PDF versionEditorialThis issue of WIA features and analyses the impact of the food crisis on women, especially poor rural women, women farmers and fish workers in the global South. The dominance of grassroots women’s views on the crisis, testimonies on their lived experience, reflection on their struggles and hopes in their initiatives are extremely valuable and crucial. This, as much of the analyses on the crisis have come from a rather academic and economistic perspective.
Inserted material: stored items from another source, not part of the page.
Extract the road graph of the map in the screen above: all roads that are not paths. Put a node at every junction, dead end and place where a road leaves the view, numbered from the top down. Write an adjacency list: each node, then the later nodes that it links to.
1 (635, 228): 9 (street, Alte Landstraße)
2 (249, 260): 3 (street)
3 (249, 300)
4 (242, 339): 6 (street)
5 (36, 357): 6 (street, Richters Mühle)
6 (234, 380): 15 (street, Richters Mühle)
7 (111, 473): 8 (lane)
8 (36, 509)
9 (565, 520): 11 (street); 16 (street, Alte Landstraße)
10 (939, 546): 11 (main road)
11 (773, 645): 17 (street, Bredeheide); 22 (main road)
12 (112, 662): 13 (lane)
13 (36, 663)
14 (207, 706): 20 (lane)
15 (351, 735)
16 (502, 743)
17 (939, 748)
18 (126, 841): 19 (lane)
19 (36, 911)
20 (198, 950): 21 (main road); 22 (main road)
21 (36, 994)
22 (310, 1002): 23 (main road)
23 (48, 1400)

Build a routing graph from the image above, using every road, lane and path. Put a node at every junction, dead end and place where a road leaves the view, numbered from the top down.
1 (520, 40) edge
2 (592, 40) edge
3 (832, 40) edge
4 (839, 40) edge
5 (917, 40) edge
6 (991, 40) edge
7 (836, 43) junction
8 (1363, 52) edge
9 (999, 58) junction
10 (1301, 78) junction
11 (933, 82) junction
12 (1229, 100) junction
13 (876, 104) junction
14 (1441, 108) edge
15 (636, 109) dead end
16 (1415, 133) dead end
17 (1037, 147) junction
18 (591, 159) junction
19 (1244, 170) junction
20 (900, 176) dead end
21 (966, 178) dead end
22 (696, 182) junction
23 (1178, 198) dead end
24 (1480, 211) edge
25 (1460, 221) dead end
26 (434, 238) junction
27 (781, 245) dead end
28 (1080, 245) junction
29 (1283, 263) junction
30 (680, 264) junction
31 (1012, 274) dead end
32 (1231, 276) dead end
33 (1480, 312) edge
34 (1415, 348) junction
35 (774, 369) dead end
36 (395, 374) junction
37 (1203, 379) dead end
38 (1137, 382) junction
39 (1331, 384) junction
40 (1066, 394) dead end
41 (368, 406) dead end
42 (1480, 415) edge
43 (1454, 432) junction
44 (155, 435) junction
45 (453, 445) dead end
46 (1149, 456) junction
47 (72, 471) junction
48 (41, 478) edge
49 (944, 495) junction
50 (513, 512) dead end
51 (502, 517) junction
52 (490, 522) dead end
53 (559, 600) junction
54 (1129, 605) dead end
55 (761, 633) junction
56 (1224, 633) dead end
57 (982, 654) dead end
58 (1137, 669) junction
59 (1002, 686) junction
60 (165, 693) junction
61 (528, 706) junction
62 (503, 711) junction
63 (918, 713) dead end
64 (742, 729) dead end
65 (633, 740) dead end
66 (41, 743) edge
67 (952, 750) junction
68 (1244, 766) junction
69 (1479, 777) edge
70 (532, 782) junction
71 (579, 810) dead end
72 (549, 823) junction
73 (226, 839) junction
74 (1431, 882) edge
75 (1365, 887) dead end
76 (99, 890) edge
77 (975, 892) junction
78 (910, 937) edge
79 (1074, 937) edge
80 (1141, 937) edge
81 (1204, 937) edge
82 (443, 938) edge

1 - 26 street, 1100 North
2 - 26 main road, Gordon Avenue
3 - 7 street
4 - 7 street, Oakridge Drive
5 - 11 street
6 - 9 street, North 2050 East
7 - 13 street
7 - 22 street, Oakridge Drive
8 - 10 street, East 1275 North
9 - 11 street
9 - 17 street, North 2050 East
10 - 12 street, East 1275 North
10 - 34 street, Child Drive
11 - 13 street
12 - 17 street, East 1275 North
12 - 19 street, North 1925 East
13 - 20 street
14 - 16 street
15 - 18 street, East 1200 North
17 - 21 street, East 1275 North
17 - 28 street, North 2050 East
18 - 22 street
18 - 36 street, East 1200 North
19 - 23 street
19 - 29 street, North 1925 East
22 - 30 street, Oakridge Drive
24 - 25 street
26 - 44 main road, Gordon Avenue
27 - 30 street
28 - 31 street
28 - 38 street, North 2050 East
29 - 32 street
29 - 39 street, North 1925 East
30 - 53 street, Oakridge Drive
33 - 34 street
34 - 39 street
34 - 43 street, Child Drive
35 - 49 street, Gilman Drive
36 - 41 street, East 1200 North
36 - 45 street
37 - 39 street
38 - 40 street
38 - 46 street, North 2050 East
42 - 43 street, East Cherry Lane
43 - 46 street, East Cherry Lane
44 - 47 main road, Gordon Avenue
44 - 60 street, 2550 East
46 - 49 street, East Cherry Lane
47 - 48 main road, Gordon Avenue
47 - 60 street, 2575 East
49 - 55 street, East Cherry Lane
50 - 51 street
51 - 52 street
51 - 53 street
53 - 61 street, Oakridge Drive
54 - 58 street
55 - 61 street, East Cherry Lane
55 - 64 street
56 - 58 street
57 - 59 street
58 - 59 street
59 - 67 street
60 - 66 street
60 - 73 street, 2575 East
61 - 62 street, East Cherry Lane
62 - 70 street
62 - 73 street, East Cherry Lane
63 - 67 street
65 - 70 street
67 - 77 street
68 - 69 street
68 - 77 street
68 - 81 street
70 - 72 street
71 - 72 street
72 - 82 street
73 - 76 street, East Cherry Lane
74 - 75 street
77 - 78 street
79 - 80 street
The challenge then is how we can go beyond this crisis:Yiping1

How can we transform these women’s voices from different corners of the world and integrate their visions into policy processes at the international, regional, national and community levels? There is still little information on the impact of policies and emergency measures being implemented by the goverments on women. We must think of further demands and measures to ensure that women’s needs and concerns are being addressed, that their voices are being heard, that their initiatives are considered in the planning and implementation of policies and coping mechanisms.

In this globalised world, no crisis can occur on its own and can be solved without a holistic set of strategies.

Fortunately, several articles in this issue of WIA contribute insightful analyses on the inter-linkage of the food crisis with other compounding crises such as the economic, climate and energy crises and its implication on women and the latter’s access to social justice. However, there are some issues which are equally important to further discuss and address as these are likely to be aggravated by the food crisis: the right to food in situations of armed conflict and in contested territories. It is hard to imagine how food security can be achieved while some women are raped or even killed on their way to farmland so as to feed themselves and their families.

We thank all those who shared their stories, critiques and perspectives on the food crisis. We also thank our guest editor and Isis International’s co-founder Marilee Karl, who has been passionately working on this issue, among many others for decades. Their contributions have made this issue of WIA truly empowering.